I am trying to take two lists: one that contains dates and one that contains scores, then zip them into a dictionary, then sort by the key value, then turn them back in two lists (which are still sorted). The problem that I am encountering is that the dictionary does not keep multiple key values. My code is as follows:
date = ['2015/07/13', '2015/07/13', '2015/07/07', '2015/07/06',...]

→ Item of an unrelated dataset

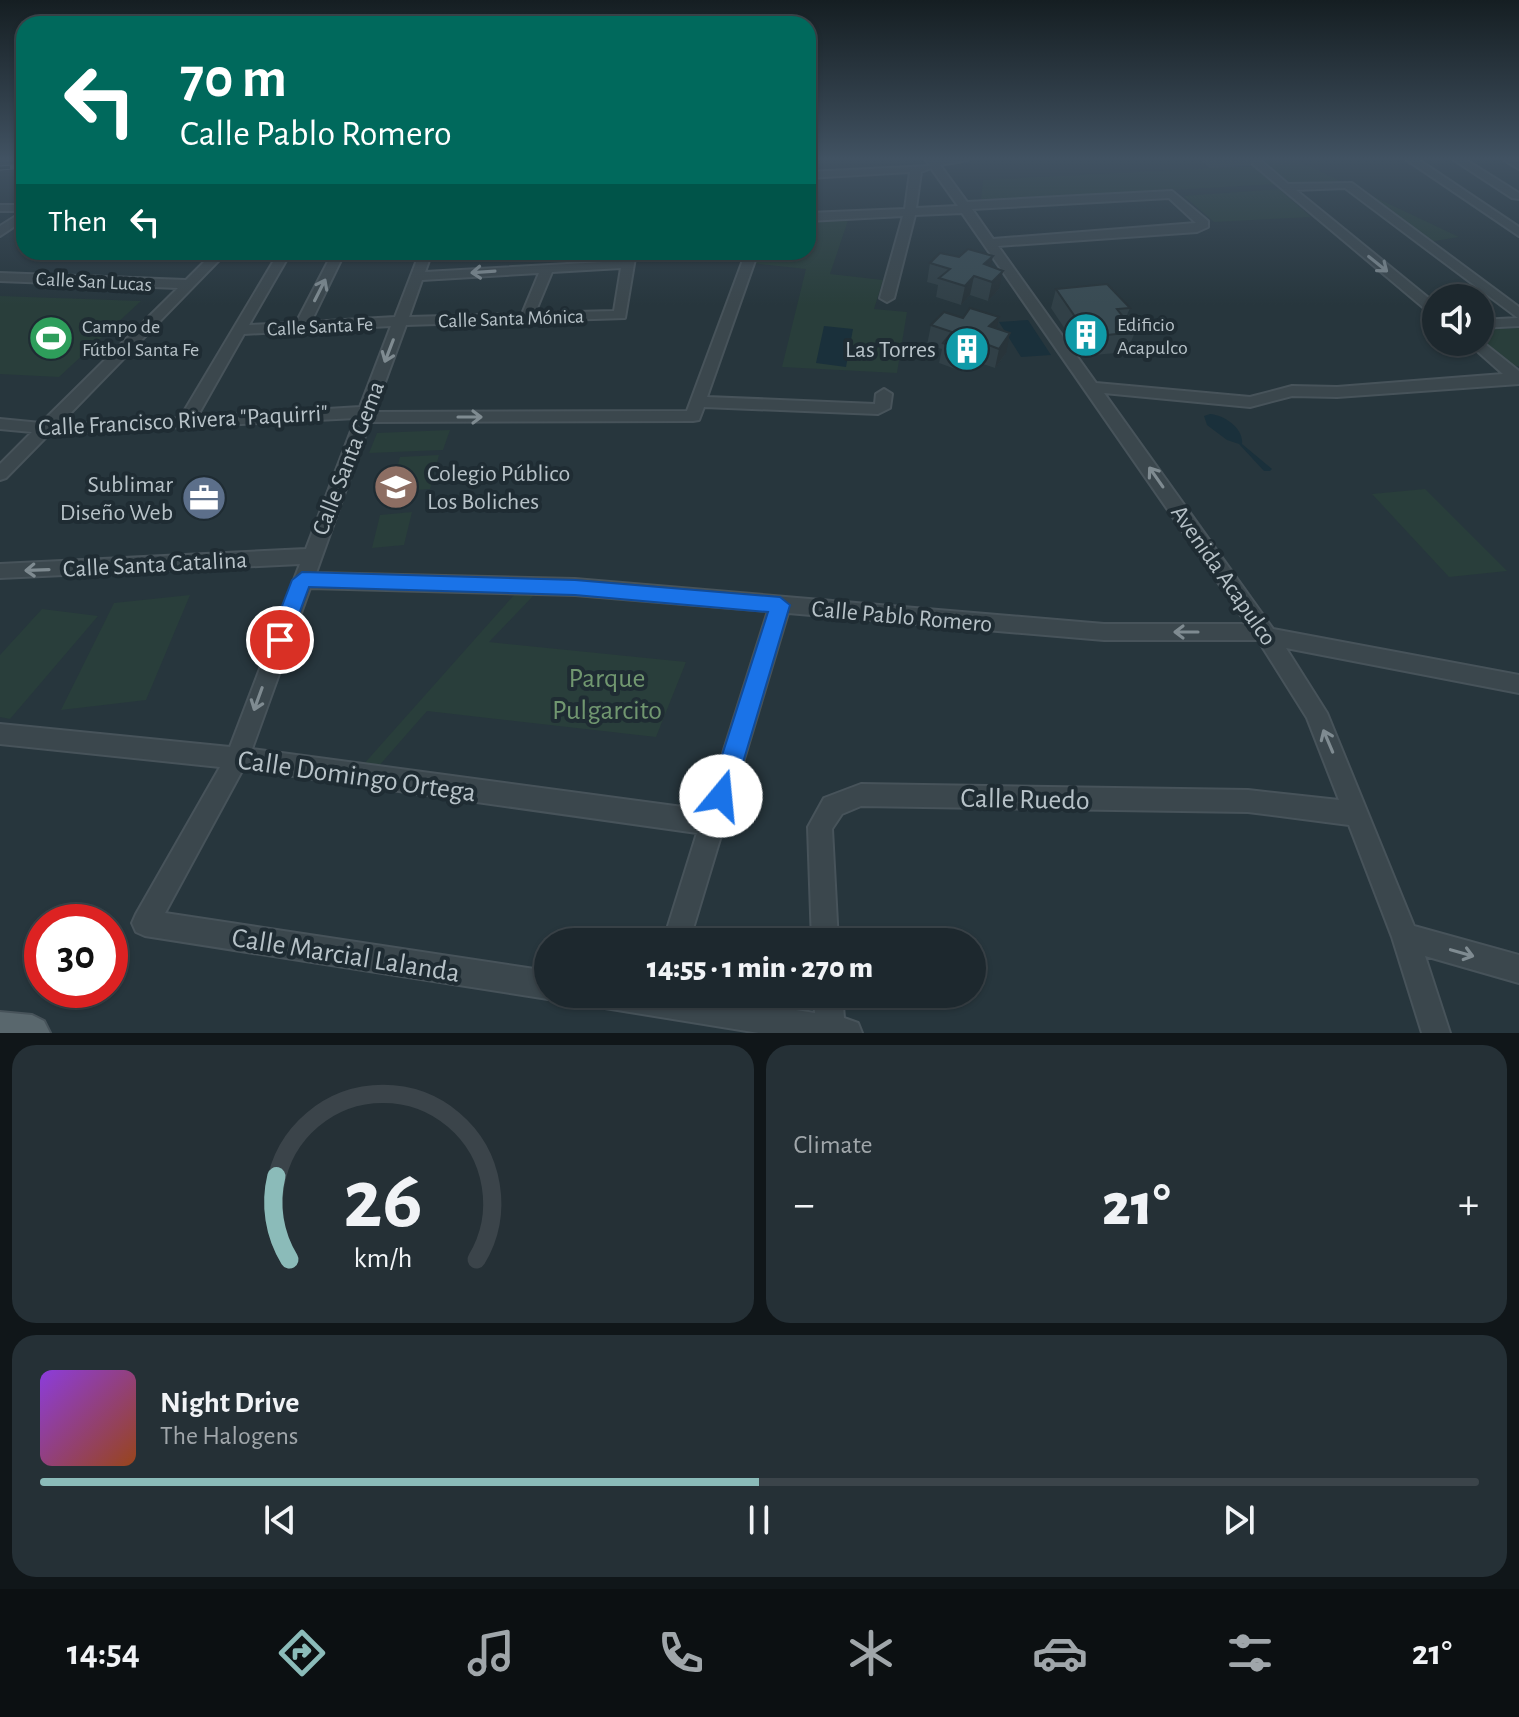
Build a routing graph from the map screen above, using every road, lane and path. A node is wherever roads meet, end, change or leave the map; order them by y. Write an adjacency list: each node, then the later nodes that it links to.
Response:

#there are 59 of these dates
Scores = [9.5, 13.9, 15.5, 12.9 .... ] #There are 59 of these scores
dictionary = dict(zip(date, Scores))
d = sorted(dictionary.items())
dte = []
scr = []
for i in d:
dte.append(i[0])
scr.append(i[1])
However, when I print out these lists the length is only 24 in length instead of 59, which it should be. The multiple same keys are not coming back out. I was wondering if there was an easy way to get all 59 sorted elements back in two lists. I looked at some of the other python answers that were sort of similar, but none had worked for me. Ideally, I would not like to create objects for the dates (unless that is the easiest method), however when I tried to do so I kept getting errors. Also, I am on Python 2.7.
date, Scores = zip(*sorted(zip(date, Scores)))
Dictionaries do not support multiple copies of identical keys. Your keys should be unique. One way to accomplish this is to make the key a tuple of your dates and scores unless you got the same score on the same day. In which case you could add a third list numbered 0 to 58 and use that as the third element (make it a triple instead of a tuple) as a tiebreaker when sorting.
Working with lists in this situation might make more sense:
dates = ['2015/07/13', '2015/07/13', '2015/07/07', '2015/07/06']
scores = [9.5, 13.9, 15.5, 12.9]
ldates_scores = zip(dates, scores)
dte = sorted(ldates_scores)
scr = sorted(ldates_scores, key=lambda x: x[1])
print dte
print scr
print
for date,score in dte:
print "Date: %-10s Score: %d" % (date, score)
print
for date,score in scr:
print "Date: %-10s Score: %d" % (date, score)
The output is two lists, sorted first by date (as you are using YYYY/MM/DD), and the second list sorted by score. I have kept the pairs together. The output is as follows:
[('2015/07/06', 12.9), ('2015/07/07', 15.5), ('2015/07/13', 9.5), ('2015/07/13', 13.9)]
[('2015/07/13', 9.5), ('2015/07/06', 12.9), ('2015/07/13', 13.9), ('2015/07/07', 15.5)]
Date: 2015/07/06 Score: 12
Date: 2015/07/07 Score: 15
Date: 2015/07/13 Score: 9
Date: 2015/07/13 Score: 13
Date: 2015/07/13 Score: 9
Date: 2015/07/06 Score: 12
Date: 2015/07/13 Score: 13
Date: 2015/07/07 Score: 15
The keys in a dict will be unique so you are only capturing a single item for each date. No need for the dict...zip will return a tuple which you then sort.